SOMALIA: NOW AND THEN  

If you believe that Somalia’s problems can be pinpointed to particular phenomena such as sea pirates or the terrorist group, Al Shabaab, you are being mistaken. Even the Somali clan politics, the warlords, the so-called spoilers of peace, the secessionists in the north and even the downright anarchists are neither the source nor the propellers of the Somalia conflict. These groups simply act as power brokers or supervisors for the uncontrollable events in the Horn of Africa country.

When the Somali state collapsed in 1991, the government’s social management institution – for cultural and religious guidance – which controlled what is permissible in the country and what is not – went with it. And with the lack of border controls following immediately the collapse of the Somali state, numerous foreign Islamic ideologies were imported into the country. The biggest and most effective of all, the Saudi Arabia’s Wahabi Islam (recently upgraded to Salafism) – which was not traditionally practiced by the African societies – found a fertile ground in the vacuum that followed the overthrow of Siyad Barre’s military government.

Moreover, it is a universally held view that at times of hardship ordinary people seek refuge in extreme forms of religion. If you live in rundown small town America, for example, or the economically deprived cities of northern England, there would certainly be a knock on your door at least once in a fortnight by a deeply religious Jehovah Witness militant, inviting you to their next meeting at church, while at the same time handing out their latest message from Jesus. And had there not been effective governments with sound economies assisted by the free – and increasingly right-wing – mainstream media in both Britain and the USA, these Christian fundamentalists would have possibly caused unimaginable destruction to society. Unfortunately, in the case of Somalia and some parts of Africa, there is no mechanism to ward off the onslaught of the Wahabi Islam extremists across the waters in the Red Sea or the global Jihadists elsewhere.

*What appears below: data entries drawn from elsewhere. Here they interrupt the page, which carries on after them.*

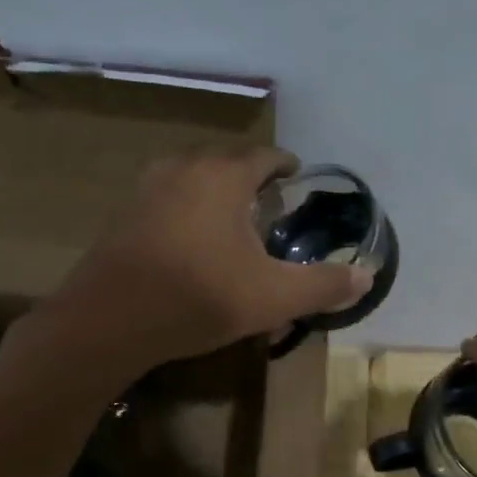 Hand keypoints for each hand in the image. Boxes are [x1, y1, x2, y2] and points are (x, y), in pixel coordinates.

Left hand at [40, 147, 371, 368]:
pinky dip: (189, 211)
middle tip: (272, 204)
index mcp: (223, 176)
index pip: (265, 156)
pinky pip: (169, 200)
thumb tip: (367, 277)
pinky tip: (195, 244)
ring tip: (235, 222)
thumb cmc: (201, 297)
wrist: (109, 320)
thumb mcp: (275, 297)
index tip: (298, 178)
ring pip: (194, 179)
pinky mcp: (124, 216)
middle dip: (252, 178)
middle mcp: (183, 169)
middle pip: (227, 162)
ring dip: (217, 193)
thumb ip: (324, 285)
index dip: (286, 166)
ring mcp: (147, 189) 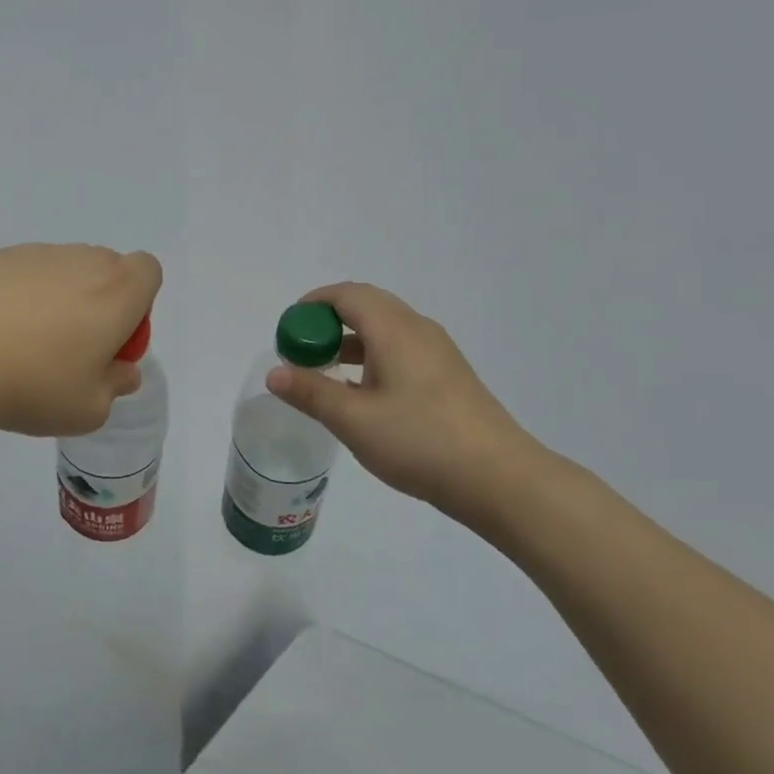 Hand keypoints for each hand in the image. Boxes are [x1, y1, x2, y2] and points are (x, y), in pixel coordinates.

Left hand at [0, 244, 162, 437]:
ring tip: (21, 346)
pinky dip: (15, 297)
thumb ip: (115, 386)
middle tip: (71, 351)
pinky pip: (19, 275)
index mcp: (117, 290)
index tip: (111, 343)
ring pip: (61, 271)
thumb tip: (121, 371)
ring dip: (56, 300)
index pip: (148, 272)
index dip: (138, 306)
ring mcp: (33, 253)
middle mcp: (80, 260)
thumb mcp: (88, 409)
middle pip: (105, 270)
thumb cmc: (31, 383)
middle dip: (98, 303)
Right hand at [265, 283, 544, 536]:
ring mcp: (437, 353)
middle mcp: (418, 330)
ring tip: (324, 374)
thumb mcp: (354, 420)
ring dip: (350, 342)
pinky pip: (400, 351)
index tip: (287, 331)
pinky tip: (362, 396)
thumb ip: (311, 392)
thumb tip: (274, 373)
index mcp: (395, 330)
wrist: (499, 479)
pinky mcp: (448, 377)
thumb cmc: (420, 442)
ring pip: (385, 330)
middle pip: (366, 306)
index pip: (347, 295)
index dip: (312, 304)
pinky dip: (372, 359)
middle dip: (328, 322)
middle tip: (302, 352) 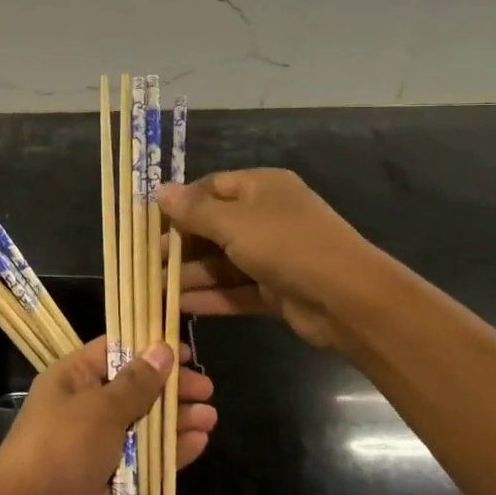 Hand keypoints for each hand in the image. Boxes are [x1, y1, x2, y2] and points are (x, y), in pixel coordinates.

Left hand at [0, 337, 216, 494]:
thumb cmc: (62, 446)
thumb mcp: (100, 407)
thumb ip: (136, 383)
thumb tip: (163, 349)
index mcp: (74, 379)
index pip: (114, 351)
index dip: (148, 347)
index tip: (183, 349)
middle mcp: (88, 407)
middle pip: (136, 388)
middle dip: (169, 387)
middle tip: (206, 387)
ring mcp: (103, 445)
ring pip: (147, 425)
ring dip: (177, 419)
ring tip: (210, 415)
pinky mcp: (118, 480)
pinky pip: (150, 460)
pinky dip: (173, 451)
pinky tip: (199, 441)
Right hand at [157, 169, 383, 353]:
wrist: (348, 299)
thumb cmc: (286, 245)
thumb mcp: (234, 223)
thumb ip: (194, 210)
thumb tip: (160, 190)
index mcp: (261, 188)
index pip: (210, 188)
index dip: (180, 204)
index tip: (149, 224)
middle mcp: (266, 217)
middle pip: (213, 228)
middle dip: (180, 246)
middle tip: (146, 262)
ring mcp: (272, 255)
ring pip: (222, 262)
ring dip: (190, 276)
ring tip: (153, 290)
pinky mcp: (275, 290)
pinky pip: (235, 289)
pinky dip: (210, 297)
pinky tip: (179, 307) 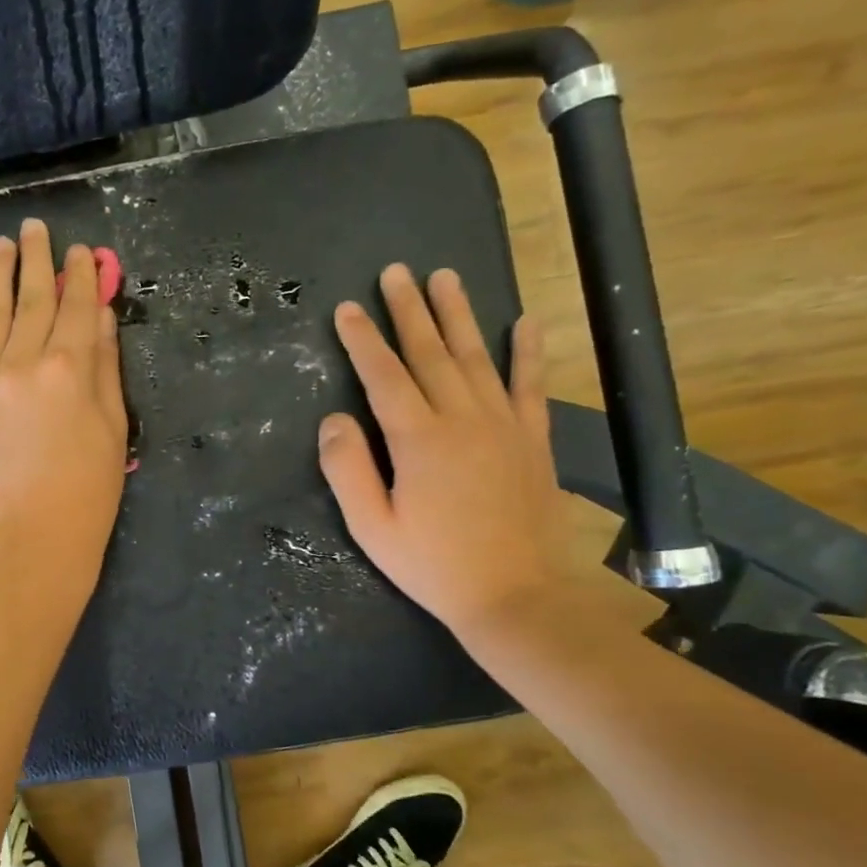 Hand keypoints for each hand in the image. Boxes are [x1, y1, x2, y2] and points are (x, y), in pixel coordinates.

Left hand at [0, 219, 127, 584]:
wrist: (32, 537)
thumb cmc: (88, 490)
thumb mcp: (112, 427)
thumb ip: (105, 368)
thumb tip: (98, 318)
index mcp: (70, 368)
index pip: (76, 307)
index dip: (80, 275)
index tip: (81, 251)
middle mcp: (25, 363)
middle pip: (32, 299)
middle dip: (35, 259)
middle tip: (33, 227)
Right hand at [319, 264, 569, 635]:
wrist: (516, 595)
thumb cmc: (433, 566)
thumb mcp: (372, 528)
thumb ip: (347, 470)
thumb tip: (334, 419)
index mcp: (418, 440)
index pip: (384, 376)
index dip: (362, 340)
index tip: (346, 309)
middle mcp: (462, 419)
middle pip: (431, 353)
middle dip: (409, 310)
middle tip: (396, 272)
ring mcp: (503, 425)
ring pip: (476, 357)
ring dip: (458, 315)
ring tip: (444, 277)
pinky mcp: (533, 440)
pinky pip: (530, 385)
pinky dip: (527, 352)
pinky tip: (525, 322) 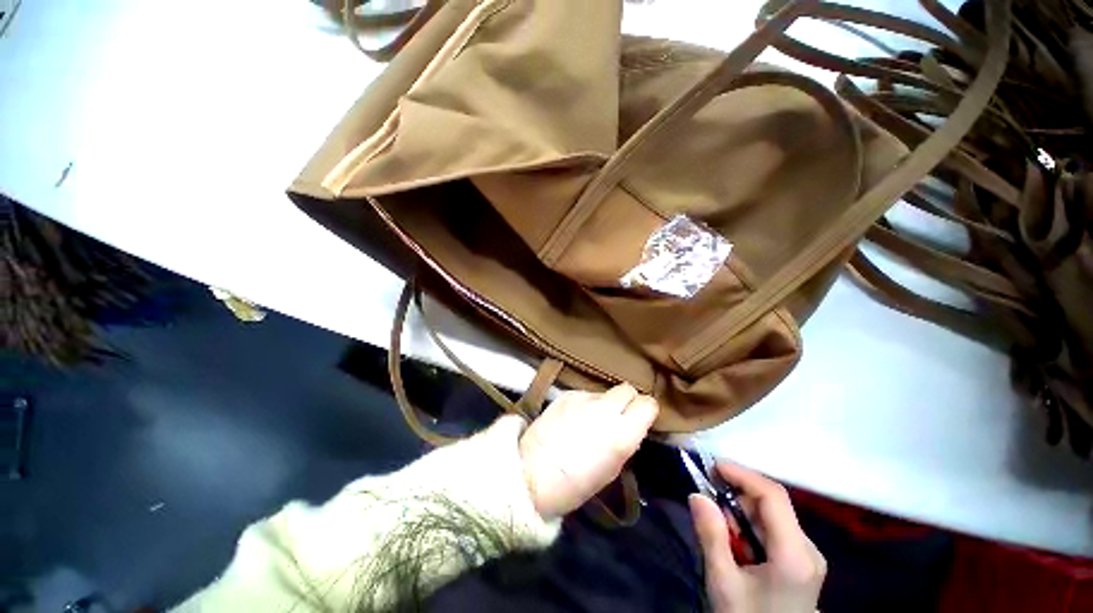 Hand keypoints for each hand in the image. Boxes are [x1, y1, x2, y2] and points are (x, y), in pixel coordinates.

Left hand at [518, 384, 657, 517]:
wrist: (530, 478)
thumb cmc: (575, 486)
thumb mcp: (612, 470)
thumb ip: (626, 443)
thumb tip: (629, 430)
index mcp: (623, 434)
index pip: (648, 404)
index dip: (644, 414)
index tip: (638, 425)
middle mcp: (606, 410)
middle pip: (628, 391)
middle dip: (626, 404)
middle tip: (616, 422)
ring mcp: (582, 400)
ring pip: (604, 393)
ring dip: (603, 405)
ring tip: (589, 424)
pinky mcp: (563, 397)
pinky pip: (583, 395)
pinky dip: (583, 405)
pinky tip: (572, 422)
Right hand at [690, 463, 824, 612]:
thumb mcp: (723, 584)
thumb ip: (712, 539)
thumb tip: (697, 498)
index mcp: (794, 553)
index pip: (774, 499)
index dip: (745, 476)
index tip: (715, 466)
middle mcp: (811, 548)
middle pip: (778, 510)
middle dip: (744, 503)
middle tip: (710, 507)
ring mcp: (814, 556)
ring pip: (781, 524)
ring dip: (750, 522)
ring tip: (722, 534)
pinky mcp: (810, 564)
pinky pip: (785, 539)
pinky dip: (761, 537)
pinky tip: (742, 552) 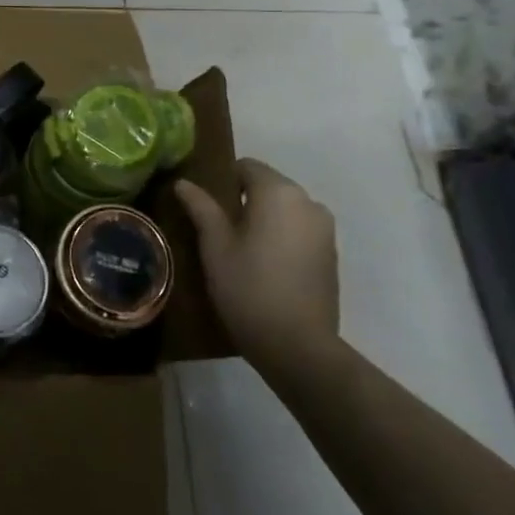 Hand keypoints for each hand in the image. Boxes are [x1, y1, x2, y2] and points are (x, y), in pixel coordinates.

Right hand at [175, 159, 339, 379]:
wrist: (298, 347)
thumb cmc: (248, 288)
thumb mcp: (215, 246)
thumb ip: (201, 207)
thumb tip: (183, 183)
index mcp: (278, 192)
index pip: (246, 166)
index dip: (223, 182)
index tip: (207, 208)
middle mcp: (308, 201)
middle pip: (268, 186)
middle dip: (244, 201)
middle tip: (219, 231)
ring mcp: (325, 229)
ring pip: (285, 209)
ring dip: (265, 219)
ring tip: (242, 250)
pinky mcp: (332, 254)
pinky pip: (300, 230)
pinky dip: (282, 237)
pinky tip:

Following the disintegration of Somalia as a nation, the grief stricken Somali populace – believing that help is at hand – readily embraced the new teachings of Islam, and the incentives for the Somali people are what I call ‘cash for extremism’. Throughout the civil war in Somalia, the Saudis had never supported the security services of the relatively peaceful semi-autonomous states of the north while at the same time sending shiploads of food and Wahabi Islam literature to the South. The outcome was that the overwhelming majority of Somalis – one way or another – developed some sort of Islamic extremism. And largely unnoticed by both the Somali diaspora communities and the general population inside the country, a strange and alien religious fundamentalism was to spiral out of control, diluting and fragmenting the unique Somalia camel boys folklore and poetry-based culture. The fine and tolerant Somali society was fatally wounded.